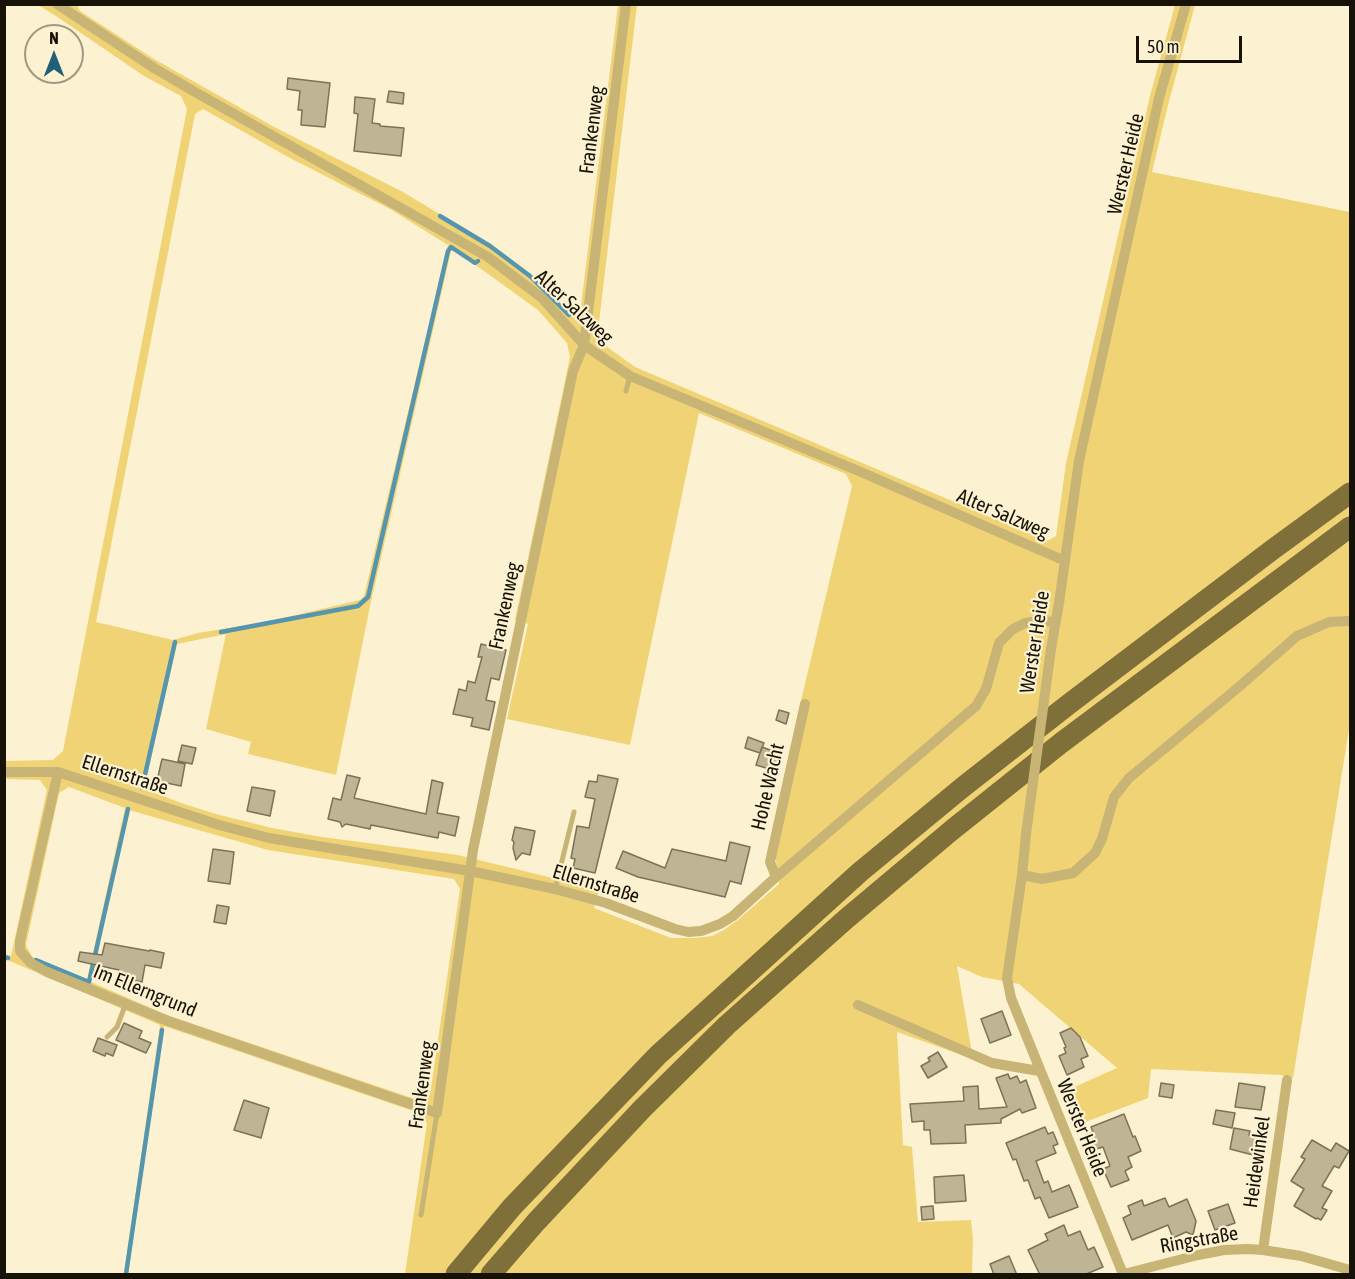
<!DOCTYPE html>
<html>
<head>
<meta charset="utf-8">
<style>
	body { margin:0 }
	#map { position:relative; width:1355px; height:1279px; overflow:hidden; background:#fcf2d1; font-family:"Asap Condensed",sans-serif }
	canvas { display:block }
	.frame { position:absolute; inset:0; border:6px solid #161207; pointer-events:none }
	.north { position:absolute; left:24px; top:24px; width:60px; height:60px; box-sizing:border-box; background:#fcf2d1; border:2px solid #a09880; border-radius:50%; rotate:0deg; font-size:16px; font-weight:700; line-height:24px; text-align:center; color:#161207 }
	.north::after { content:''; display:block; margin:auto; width:21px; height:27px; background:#235f77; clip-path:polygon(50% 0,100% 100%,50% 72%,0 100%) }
	.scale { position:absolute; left:1136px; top:36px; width:106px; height:27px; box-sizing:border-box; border:3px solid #161207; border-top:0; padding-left:8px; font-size:18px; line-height:21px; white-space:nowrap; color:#161207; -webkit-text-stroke:4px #fcf2d1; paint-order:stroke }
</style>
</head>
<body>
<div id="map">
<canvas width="1355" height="1279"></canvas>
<div class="frame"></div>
<div class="north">N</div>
<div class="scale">50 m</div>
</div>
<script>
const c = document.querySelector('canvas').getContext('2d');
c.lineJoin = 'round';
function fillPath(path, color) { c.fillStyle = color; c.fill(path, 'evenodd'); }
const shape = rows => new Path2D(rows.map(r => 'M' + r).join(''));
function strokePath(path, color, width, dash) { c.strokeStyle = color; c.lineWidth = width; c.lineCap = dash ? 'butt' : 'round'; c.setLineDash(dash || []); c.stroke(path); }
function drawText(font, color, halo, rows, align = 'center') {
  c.font = font + ' "Asap Condensed",sans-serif'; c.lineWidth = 4.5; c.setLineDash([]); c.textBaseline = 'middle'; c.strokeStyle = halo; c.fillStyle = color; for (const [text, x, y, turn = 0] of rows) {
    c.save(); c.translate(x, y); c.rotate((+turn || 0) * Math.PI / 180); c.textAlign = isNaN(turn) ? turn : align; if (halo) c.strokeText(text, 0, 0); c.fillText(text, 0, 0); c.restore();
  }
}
const green = shape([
	[38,5,77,5,80,11,154,59,276,128,403,192,489,244,554,297,572,316,580,314,618,5,637,5,598,330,603,344,635,367,1047,541,1056,536,1066,463,1150,96,1175,5,1195,5,1168,105,1152,172,1350,212,1350,723,1293,1078,1281,1075,1151,1069,1148,1098,1075,1126,1061,1093,1117,1068,1019,984,982,977,957,966,973,1059,897,1032,903,1145,912,1147,918,1222,971,1220,973,1239,972,1274,405,1274,427,1123,419,1113,164,1026,128,1274,124,1274,160,1025,5,959,5,954,11,956,47,790,40,780,5,779,4,761,53,760,63,751,187,109,181,96,144,76,56,16],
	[203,109,290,158,390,209,448,245,364,596,360,600,266,622,198,633,173,640,96,622,195,114],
	[455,250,538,310,567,343,570,357,515,620,528,624,507,719,630,745,699,413,846,474,852,486,799,709,772,831,779,884,739,919,724,930,712,936,696,938,671,938,594,908,599,891,561,880,458,855,322,837,272,828,216,814,184,804,144,789,177,644,226,634,206,729,251,742,248,754,336,775,370,606,451,251],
	[69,787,125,808,87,980,32,957,26,945,59,793],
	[129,810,268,850,454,879,460,889,430,1095,421,1101,167,1015,91,982]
]);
const stream = shape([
	[440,216,490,246,530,276,569,315],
	[221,632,358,606,368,597,448,251,451,247,475,263,478,261],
	[142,788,175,642],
	[4,957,8,958],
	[36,960,89,982,128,809],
	[126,1274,162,1030]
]);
const building = shape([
	[288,78,330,83,325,127,301,125,302,110,298,110,300,91,287,89,288,78],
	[389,91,404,93,403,104,387,102,389,91],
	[355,97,375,99,372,123,380,124,380,126,404,128,401,156,354,151,358,114,354,113,355,97],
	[481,644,506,650,499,680,491,678,486,700,495,702,489,730,471,726,473,718,453,714,459,689,466,691,468,681,475,683,482,657,478,657,481,644],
	[779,710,789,713,786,724,776,720,779,710],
	[748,737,764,743,760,753,745,748,748,737],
	[182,745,196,748,192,764,178,761,182,745],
	[762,747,781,754,776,771,756,765,762,747],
	[162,759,185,764,181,786,157,781,162,759],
	[347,775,360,778,354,798,426,814,432,780,443,783,437,813,459,817,455,836,439,832,438,838,371,825,370,829,346,824,342,827,340,822,328,819,333,798,341,800,347,775],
	[598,775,618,779,595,873,573,868,575,859,571,858,577,826,589,828,595,799,585,797,589,781,597,782,598,775],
	[252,787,275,791,270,816,247,811,252,787],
	[515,827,535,831,530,855,522,853,516,860,513,848,514,842,512,840,515,827],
	[730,842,750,847,741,884,730,881,725,897,638,877,616,868,623,851,665,868,672,849,726,861,730,842],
	[213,849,234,852,230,884,208,881,213,849],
	[217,905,229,907,226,924,214,922,217,905],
	[105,943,149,951,150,950,164,953,161,968,145,965,142,982,118,977,119,970,78,961,80,952,102,955,105,943],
	[1002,1011,1011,1035,990,1043,981,1019,1002,1011],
	[124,1023,142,1031,139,1038,151,1043,146,1053,116,1040,124,1023],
	[1071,1028,1080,1037,1088,1056,1081,1059,1084,1067,1067,1075,1059,1056,1066,1053,1064,1048,1066,1047,1060,1033,1071,1028],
	[98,1038,117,1045,113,1056,106,1053,105,1056,93,1051,98,1038],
	[938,1052,947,1067,928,1078,921,1066,930,1061,928,1058,938,1052],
	[1008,1074,1010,1079,1017,1076,1020,1083,1026,1080,1036,1108,1022,1113,1020,1109,1001,1119,1001,1123,965,1125,966,1143,931,1144,930,1130,924,1130,924,1121,912,1122,910,1104,964,1101,963,1087,978,1086,979,1109,1007,1107,996,1078,1008,1074],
	[1161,1083,1174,1085,1172,1098,1159,1096,1161,1083],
	[1239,1083,1265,1087,1261,1110,1235,1107,1239,1083],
	[244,1100,269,1108,261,1138,234,1130,244,1100],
	[1216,1110,1235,1113,1232,1128,1213,1124,1216,1110],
	[1124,1114,1133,1137,1135,1136,1141,1151,1128,1157,1132,1167,1125,1171,1129,1180,1111,1187,1103,1169,1110,1166,1103,1147,1093,1150,1087,1134,1093,1132,1091,1127,1124,1114],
	[1045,1127,1048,1134,1053,1132,1058,1144,1053,1146,1056,1153,1036,1161,1044,1183,1048,1181,1052,1192,1069,1185,1078,1207,1049,1218,1040,1197,1035,1199,1028,1180,1024,1181,1016,1159,1013,1160,1006,1143,1045,1127],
	[1234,1128,1250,1131,1249,1135,1257,1136,1253,1155,1230,1149,1234,1128],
	[1312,1140,1331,1151,1336,1143,1349,1151,1339,1168,1334,1166,1322,1186,1332,1191,1322,1208,1327,1210,1321,1220,1317,1218,1316,1219,1294,1206,1304,1189,1291,1181,1305,1159,1301,1157,1312,1140],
	[964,1175,966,1201,935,1203,934,1177,964,1175],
	[1165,1198,1169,1207,1187,1199,1196,1221,1193,1235,1186,1232,1173,1238,1168,1225,1132,1240,1123,1218,1131,1214,1128,1206,1142,1200,1144,1206,1165,1198],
	[1228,1204,1235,1223,1215,1230,1208,1211,1228,1204],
	[933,1206,934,1219,922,1220,921,1207,933,1206],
	[1064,1225,1068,1236,1080,1231,1088,1250,1094,1247,1103,1267,1084,1275,1040,1275,1028,1250,1048,1240,1045,1234,1064,1225],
	[1009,1256,1017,1275,994,1275,990,1264,1009,1256]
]);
const service = shape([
	[626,391,630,376],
	[555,889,574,812],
	[107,1037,117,1027,126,1003],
	[421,1215,437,1113]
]);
const minor = shape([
	[57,4,154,68,195,92,488,257,542,298,584,345,630,376,861,472,1065,561],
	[1051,649,1059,603,1079,461,1159,98,1186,4],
	[4,772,58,772,219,825,269,838,470,871,555,889,606,903,675,929,688,932,701,931,720,924,733,916,776,877,976,706,986,689,999,643,1013,629,1025,623,1041,621,1056,622],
	[58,772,20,941,20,951,31,963,47,972,168,1021,437,1113,473,850,573,371,584,345,626,4],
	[1026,834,1022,875,1007,978,1011,998,1123,1274],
	[1022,875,1042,879,1073,873,1095,853,1102,839,1114,797,1129,778,1240,686,1297,636,1329,622,1350,621],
	[776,877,770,862,805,704],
	[858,1005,992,1063,1039,1071],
	[1263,1250,1287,1080],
	[1124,1274,1198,1255,1224,1250,1248,1249,1263,1250,1301,1256,1350,1270]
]);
const motorway = shape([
	[456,1274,512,1207,658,1055,860,872,963,787,1069,704,1272,550,1350,493],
	[491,1274,536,1222,642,1109,727,1025,846,919,952,830,1061,743,1350,527]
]);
const minorBridge = shape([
	[1026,834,1051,649]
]);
const streetNames = [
	["Frankenweg",592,130,-83],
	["Werster Heide",1126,164,-77],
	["Alter Salzweg",574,307,43],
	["Alter Salzweg",1003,514,23],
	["Frankenweg",505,606,-78],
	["Werster Heide",1035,642,-81],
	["Ellernstraße",125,775,18],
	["Hohe Wacht",768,787,-77],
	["Ellernstraße",596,884,17],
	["Im Ellerngrund",145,991,22],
	["Frankenweg",422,1085,-82],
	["Werster Heide",1082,1128,68],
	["Heidewinkel",1257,1162,-82],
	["Ringstraße",1199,1240,-10]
];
fillPath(green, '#f0d374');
strokePath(stream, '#5695ae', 4.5);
fillPath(building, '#bfb595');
strokePath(building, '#7c7356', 1.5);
strokePath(service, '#c8b475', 5);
strokePath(minor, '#c8b475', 10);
strokePath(motorway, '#7f6f39', 21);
strokePath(minorBridge, '#c8b475', 10);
drawText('20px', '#161207', '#fcf2d1', streetNames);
</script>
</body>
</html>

· · · · · · ·

# Try it:
Search the entries above for the string "turn", and report each line where it occurs.

# The answer:
  c.font = font + ' "Asap Condensed",sans-serif'; c.lineWidth = 4.5; c.setLineDash([]); c.textBaseline = 'middle'; c.strokeStyle = halo; c.fillStyle = color; for (const [text, x, y, turn = 0] of rows) {
    c.save(); c.translate(x, y); c.rotate((+turn || 0) * Math.PI / 180); c.textAlign = isNaN(turn) ? turn : align; if (halo) c.strokeText(text, 0, 0); c.fillText(text, 0, 0); c.restore();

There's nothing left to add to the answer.